>>>>

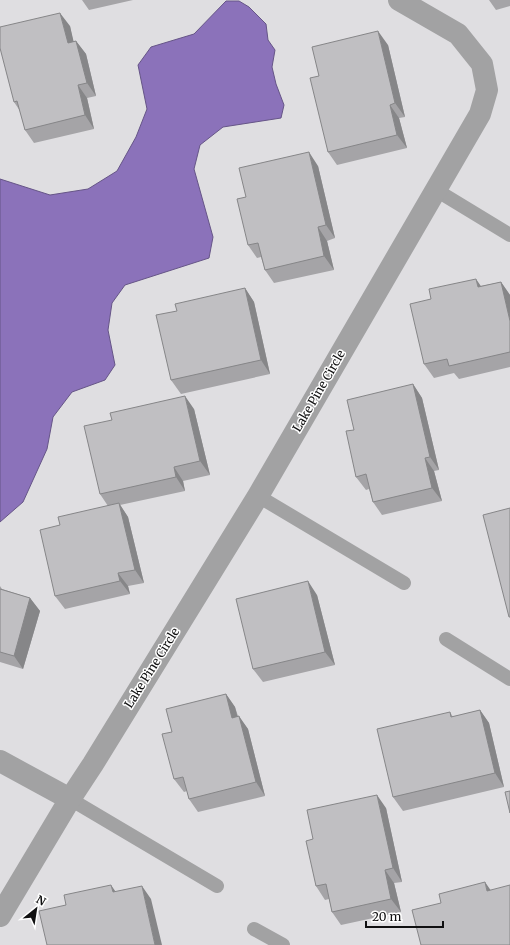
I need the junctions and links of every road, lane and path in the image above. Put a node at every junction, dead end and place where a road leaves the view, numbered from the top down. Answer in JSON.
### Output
{"nodes":[{"id":1,"x":399,"y":0,"type":"edge"},
{"id":2,"x":436,"y":190,"type":"junction"},
{"id":3,"x":510,"y":235,"type":"edge"},
{"id":4,"x":258,"y":496,"type":"junction"},
{"id":5,"x":404,"y":583,"type":"dead end"},
{"id":6,"x":446,"y":640,"type":"dead end"},
{"id":7,"x":510,"y":679,"type":"edge"},
{"id":8,"x":0,"y":761,"type":"edge"},
{"id":9,"x":70,"y":799,"type":"junction"},
{"id":10,"x":217,"y":886,"type":"dead end"},
{"id":11,"x":0,"y":916,"type":"edge"},
{"id":12,"x":254,"y":929,"type":"dead end"},
{"id":13,"x":283,"y":945,"type":"edge"}],
"edges":[{"from":1,"to":2,"type":"street","name":"Lake Pine Circle"},
{"from":2,"to":3,"type":"lane"},
{"from":2,"to":4,"type":"street","name":"Lake Pine Circle"},
{"from":4,"to":5,"type":"lane"},
{"from":4,"to":9,"type":"street","name":"Lake Pine Circle"},
{"from":6,"to":7,"type":"lane"},
{"from":8,"to":9,"type":"street"},
{"from":9,"to":10,"type":"lane"},
{"from":9,"to":11,"type":"street","name":"Lake Pine Circle"},
{"from":12,"to":13,"type":"lane"}]}
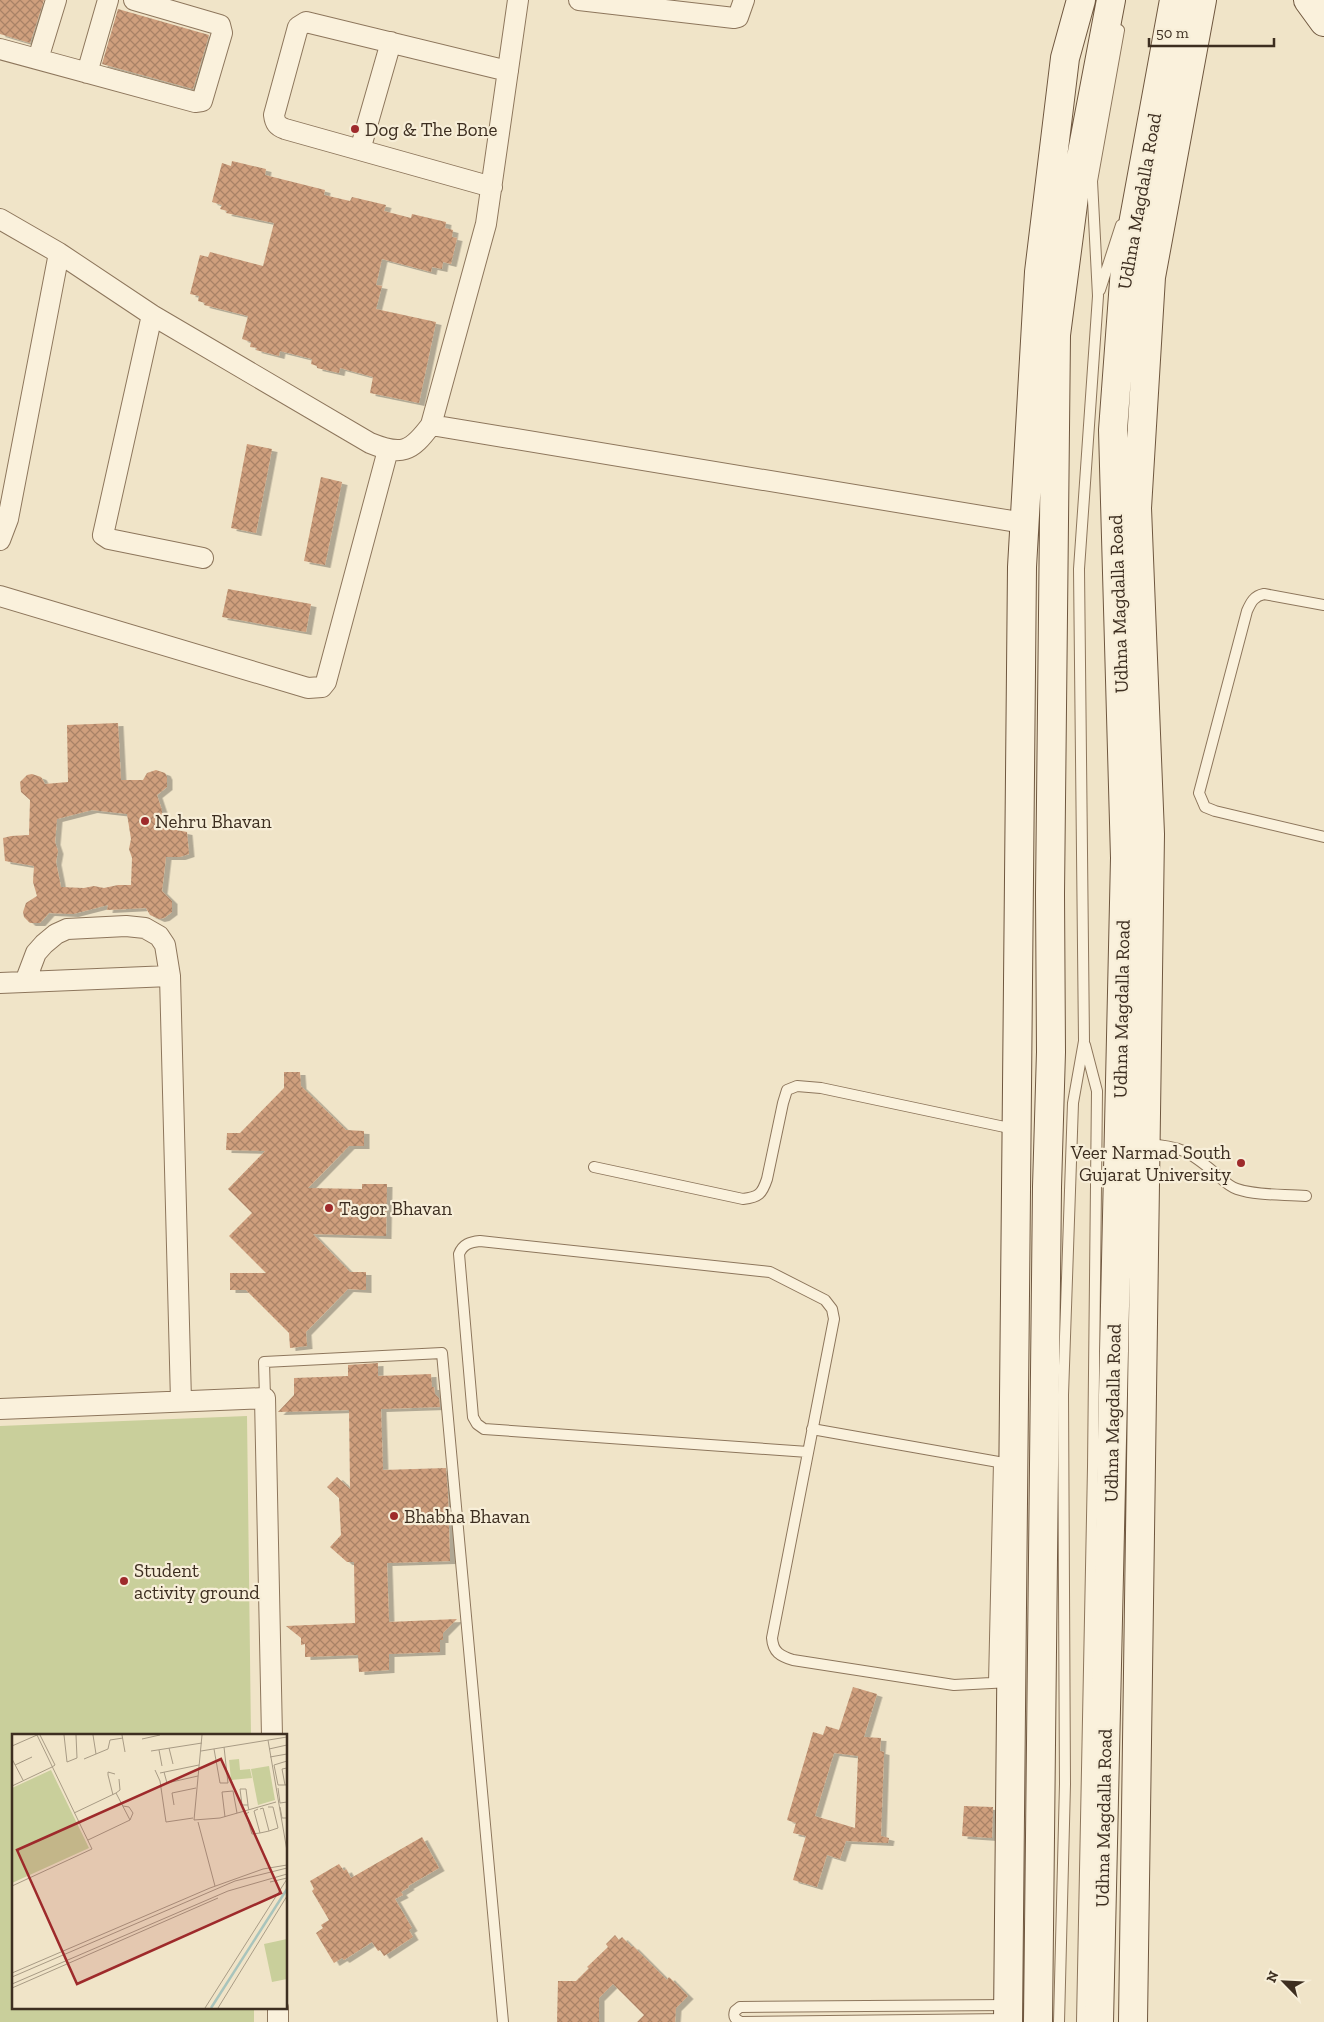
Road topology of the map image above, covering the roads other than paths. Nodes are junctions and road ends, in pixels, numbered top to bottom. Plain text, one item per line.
1 (56, 0) edge
2 (108, 0) edge
3 (134, 0) edge
4 (518, 0) edge
5 (579, 0) edge
6 (744, 0) edge
7 (1081, 0) edge
8 (1166, 0) edge
9 (1174, 0) edge
10 (1202, 0) edge
11 (1308, 0) edge
12 (629, 3) edge
13 (653, 4) edge
14 (1116, 11) edge
15 (1324, 22) edge
16 (391, 42) junction
17 (0, 49) edge
18 (38, 59) junction
19 (508, 71) junction
20 (87, 73) junction
21 (360, 150) junction
22 (492, 187) junction
23 (0, 219) edge
24 (59, 253) junction
25 (1098, 296) junction
26 (152, 315) junction
27 (431, 425) junction
28 (388, 450) junction
29 (1024, 523) junction
30 (0, 540) edge
31 (203, 558) dead end
32 (0, 596) edge
33 (1324, 605) edge
34 (1324, 836) edge
35 (1017, 929) junction
36 (1051, 958) junction
37 (170, 976) junction
38 (26, 982) junction
39 (0, 983) edge
40 (1084, 1041) junction
41 (1015, 1129) junction
42 (1146, 1144) junction
43 (594, 1167) dead end
44 (1306, 1196) dead end
45 (265, 1398) junction
46 (181, 1401) junction
47 (0, 1409) edge
48 (812, 1429) junction
49 (808, 1452) junction
50 (1006, 1463) junction
51 (1002, 1682) junction
52 (272, 1734) edge
53 (1099, 2011) edge
54 (1133, 2012) edge
55 (1008, 2015) edge
56 (503, 2022) edge
57 (742, 2022) edge
58 (1038, 2022) edge
59 (1059, 2022) edge
60 (1082, 2022) edge

1 - 18 street
2 - 20 street
3 - 20 street
4 - 19 street
5 - 12 street
6 - 13 street
7 - 29 main road
8 - 25 lane
9 - 53 main road, Udhna Magdalla Road
10 - 42 main road
11 - 15 main road
12 - 13 street
14 - 25 lane
14 - 36 main road
16 - 19 street
16 - 21 street
16 - 21 street
17 - 18 street
18 - 20 street
19 - 22 street
21 - 22 street
22 - 27 street
23 - 24 street
24 - 26 street
24 - 30 street
25 - 40 lane
26 - 28 street
26 - 31 street
27 - 28 street
27 - 29 street
28 - 32 street
29 - 35 main road
33 - 34 lane
35 - 36 main road
35 - 41 main road
36 - 58 main road
37 - 38 street
37 - 38 street
37 - 46 street
38 - 39 street
40 - 59 lane
40 - 60 lane
41 - 43 lane
41 - 50 main road
42 - 44 lane
42 - 54 main road
45 - 46 street
45 - 52 street
45 - 56 lane
46 - 47 street
48 - 49 lane
48 - 49 lane
48 - 50 lane
49 - 51 lane
50 - 51 main road
51 - 55 main road
53 - 54 main road
55 - 57 lane
55 - 57 lane

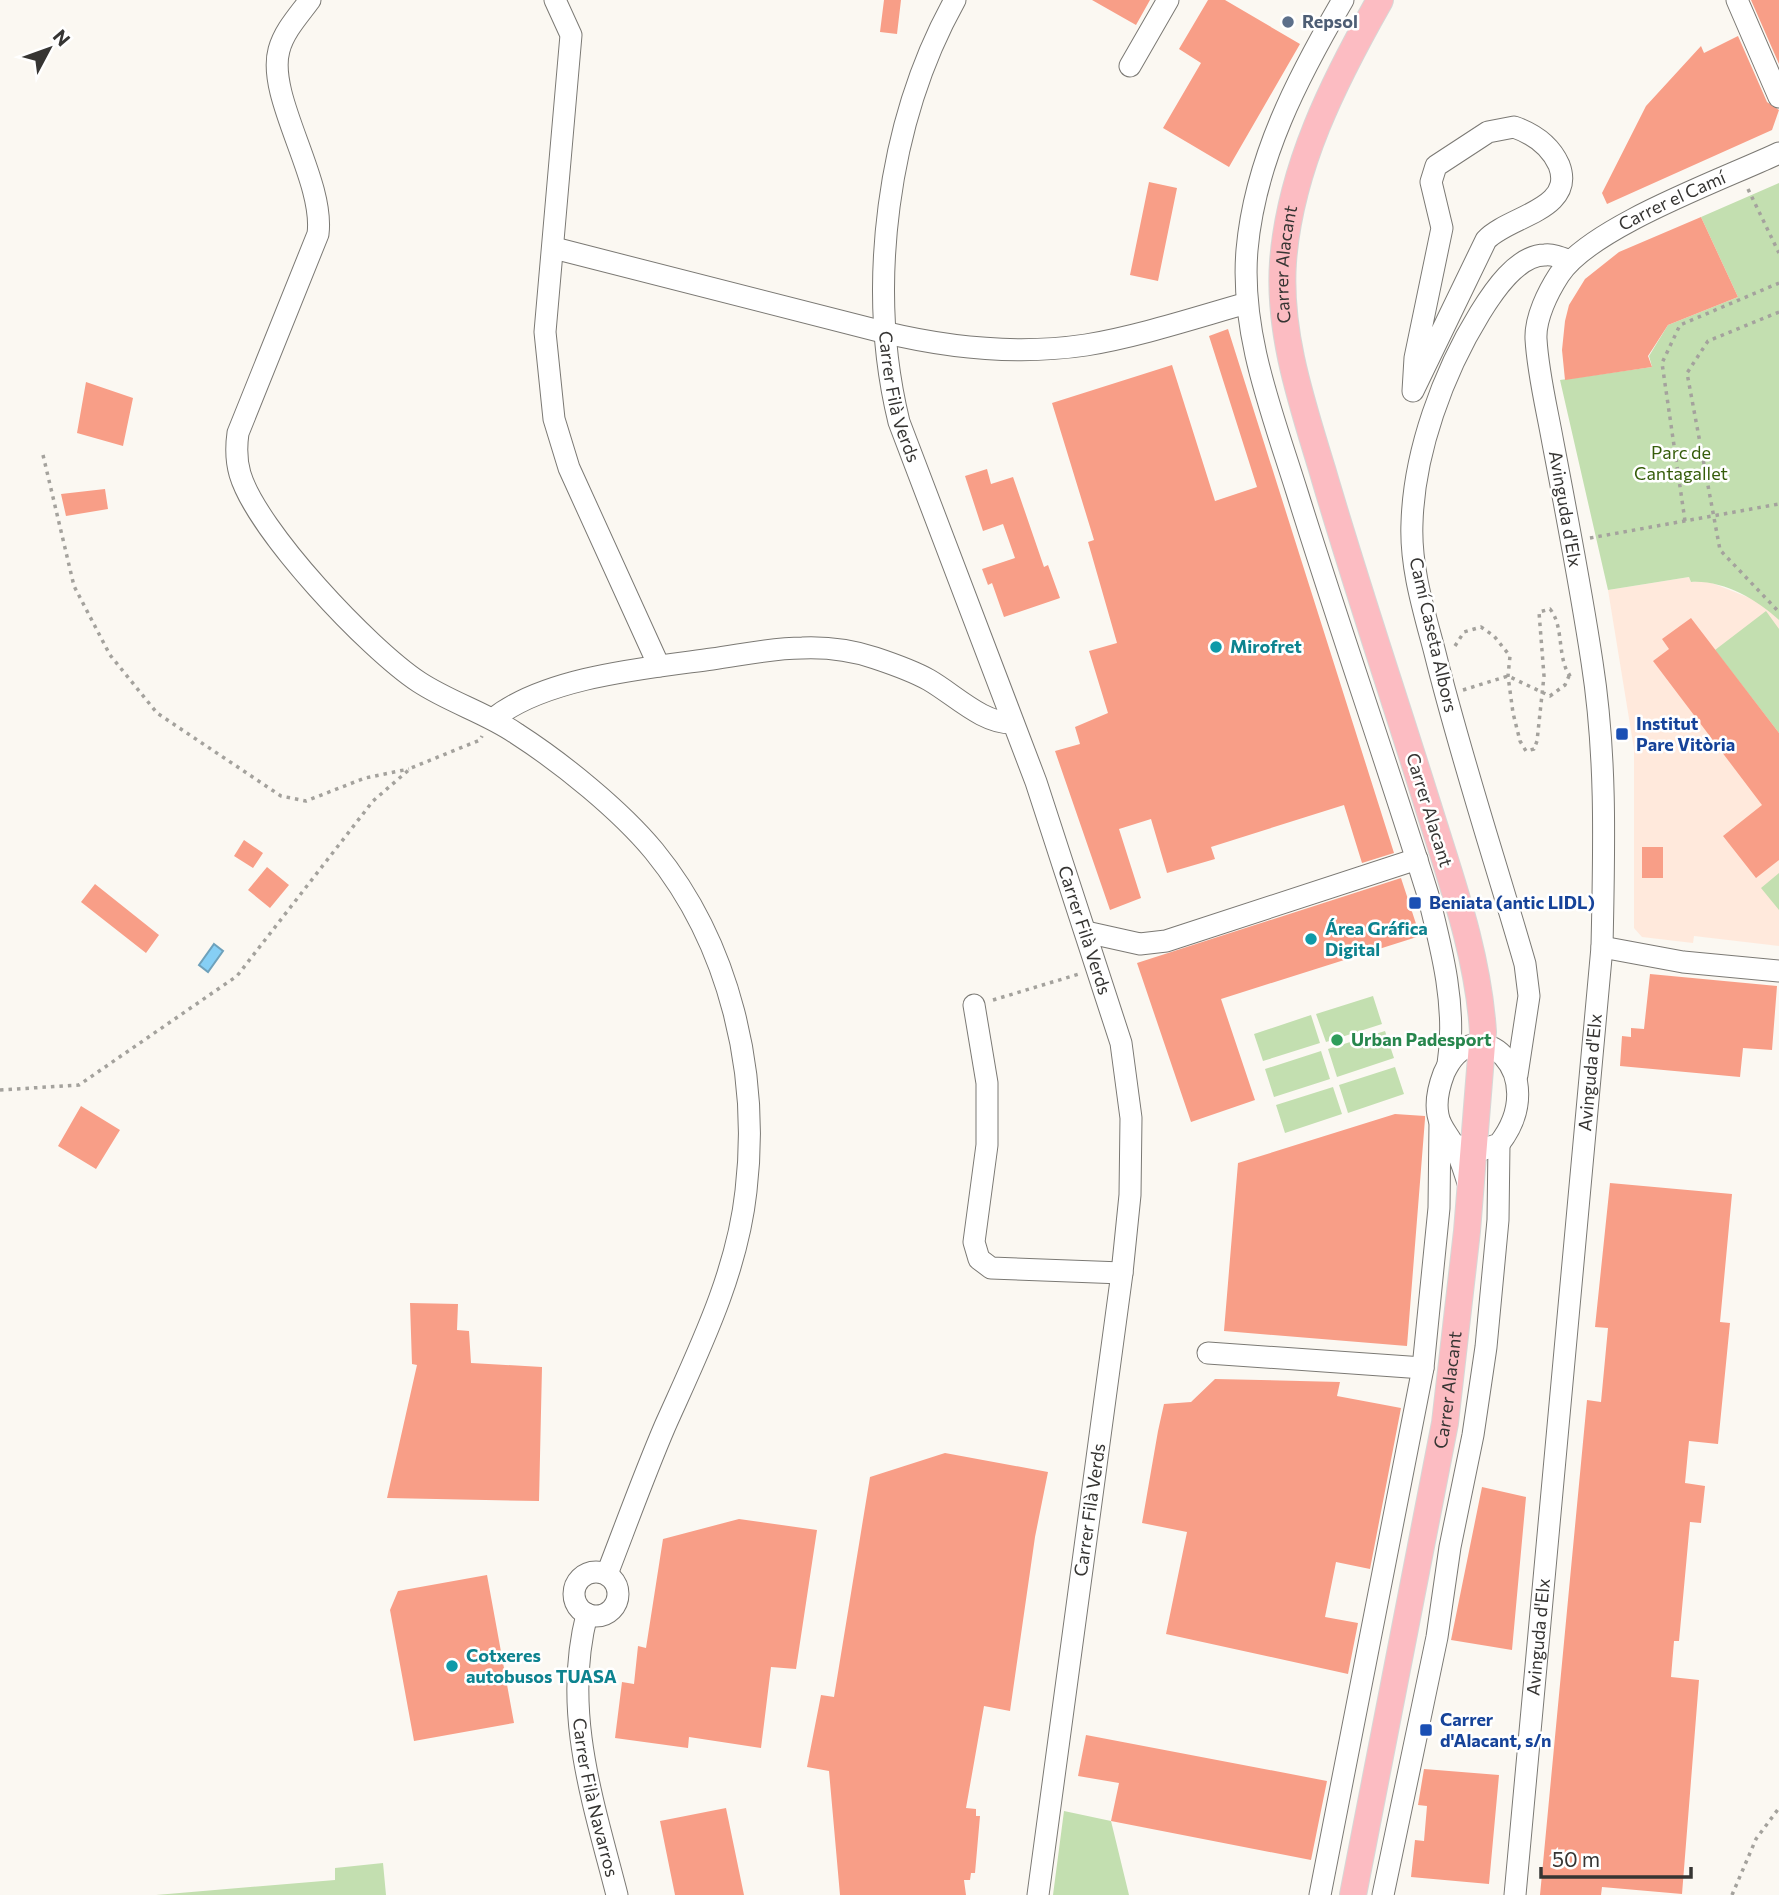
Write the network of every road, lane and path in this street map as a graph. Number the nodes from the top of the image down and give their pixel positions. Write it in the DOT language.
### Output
graph roads {
  1 [pos="310,0"];
  2 [pos="555,0"];
  3 [pos="956,0"];
  4 [pos="1168,0"];
  5 [pos="1343,0"];
  6 [pos="1380,0"];
  7 [pos="1737,0"];
  8 [pos="1130,66"];
  9 [pos="1779,97"];
  10 [pos="1779,153"];
  11 [pos="1739,172"];
  12 [pos="554,247"];
  13 [pos="1779,253"];
  14 [pos="1570,261"];
  15 [pos="1779,284"];
  16 [pos="1247,303"];
  17 [pos="1779,312"];
  18 [pos="883,332"];
  19 [pos="1413,391"];
  20 [pos="43,455"];
  21 [pos="1779,504"];
  22 [pos="1714,516"];
  23 [pos="1685,521"];
  24 [pos="1571,541"];
  25 [pos="1779,612"];
  26 [pos="1453,652"];
  27 [pos="1592,660"];
  28 [pos="659,666"];
  29 [pos="1569,675"];
  30 [pos="1508,676"];
  31 [pos="1456,684"];
  32 [pos="1542,691"];
  33 [pos="493,719"];
  34 [pos="1013,723"];
  35 [pos="411,768"];
  36 [pos="1417,859"];
  37 [pos="1086,932"];
  38 [pos="1602,947"];
  39 [pos="1779,971"];
  40 [pos="1072,976"];
  41 [pos="1481,1004"];
  42 [pos="974,1006"];
  43 [pos="1492,1048"];
  44 [pos="1452,1060"];
  45 [pos="1517,1075"];
  46 [pos="0,1090"];
  47 [pos="1440,1123"];
  48 [pos="1499,1144"];
  49 [pos="1464,1149"];
  50 [pos="1470,1189"];
  51 [pos="1122,1273"];
  52 [pos="1208,1353"];
  53 [pos="1423,1368"];
  54 [pos="607,1574"];
  55 [pos="587,1614"];
  56 [pos="1779,1808"];
  57 [pos="617,1895"];
  58 [pos="1038,1895"];
  59 [pos="1320,1895"];
  60 [pos="1353,1895"];
  61 [pos="1383,1895"];
  62 [pos="1515,1895"];
  63 [pos="1732,1895"];
  1 -- 33 [label="street"];
  2 -- 12 [label="street"];
  3 -- 18 [label="street, Carrer Filà Verds"];
  4 -- 8 [label="street"];
  5 -- 16 [label="street, Carrer Alacant"];
  6 -- 41 [label="main road, Carrer Alacant"];
  7 -- 9 [label="street"];
  10 -- 11 [label="street, Carrer el Camí"];
  11 -- 13 [label="path"];
  11 -- 14 [label="street, Carrer el Camí"];
  12 -- 18 [label="street"];
  12 -- 28 [label="street"];
  14 -- 24 [label="street, Avinguda d'Elx"];
  14 -- 45 [label="street, Camí Caseta Albors"];
  15 -- 23 [label="path"];
  16 -- 18 [label="street"];
  16 -- 36 [label="street, Carrer Alacant"];
  17 -- 22 [label="path"];
  18 -- 34 [label="street, Carrer Filà Verds"];
  19 -- 19 [label="street"];
  20 -- 35 [label="path"];
  21 -- 22 [label="path"];
  22 -- 23 [label="path"];
  22 -- 25 [label="path"];
  23 -- 24 [label="path"];
  24 -- 27 [label="street, Avinguda d'Elx"];
  26 -- 30 [label="path"];
  27 -- 29 [label="path"];
  27 -- 38 [label="street, Avinguda d'Elx"];
  28 -- 33 [label="street"];
  28 -- 34 [label="street"];
  29 -- 32 [label="path"];
  29 -- 32 [label="path"];
  30 -- 31 [label="path"];
  30 -- 32 [label="path"];
  30 -- 32 [label="path"];
  33 -- 35 [label="path"];
  33 -- 54 [label="street"];
  34 -- 37 [label="street, Carrer Filà Verds"];
  35 -- 46 [label="path"];
  36 -- 37 [label="street"];
  36 -- 44 [label="street, Carrer Alacant"];
  37 -- 51 [label="street, Carrer Filà Verds"];
  38 -- 39 [label="street"];
  38 -- 62 [label="street, Avinguda d'Elx"];
  40 -- 42 [label="path"];
  41 -- 43 [label="main road, Carrer Alacant"];
  41 -- 44 [label="street"];
  42 -- 51 [label="street"];
  43 -- 44 [label="street"];
  43 -- 45 [label="street"];
  43 -- 49 [label="main road, Carrer Alacant"];
  44 -- 47 [label="street, Carrer Alacant"];
  45 -- 48 [label="street, Camí Caseta Albors"];
  47 -- 49 [label="street"];
  47 -- 53 [label="street, Carrer Alacant"];
  48 -- 49 [label="street"];
  48 -- 50 [label="street"];
  48 -- 61 [label="street, Carrer Alacant"];
  49 -- 50 [label="main road, Carrer Alacant"];
  50 -- 60 [label="main road, Carrer Alacant"];
  51 -- 58 [label="street, Carrer Filà Verds"];
  52 -- 53 [label="street"];
  53 -- 59 [label="street, Carrer Alacant"];
  54 -- 55 [label="street"];
  54 -- 55 [label="street"];
  55 -- 57 [label="street, Carrer Filà Navarros"];
  56 -- 63 [label="path"];
}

<<<<

* _Exercise requirements_
From the entries above, copy every line where the word "name" shows up.

* _Finished task_
"edges":[{"from":1,"to":2,"type":"street","name":"Lake Pine Circle"},
{"from":2,"to":4,"type":"street","name":"Lake Pine Circle"},
{"from":4,"to":9,"type":"street","name":"Lake Pine Circle"},
{"from":9,"to":11,"type":"street","name":"Lake Pine Circle"},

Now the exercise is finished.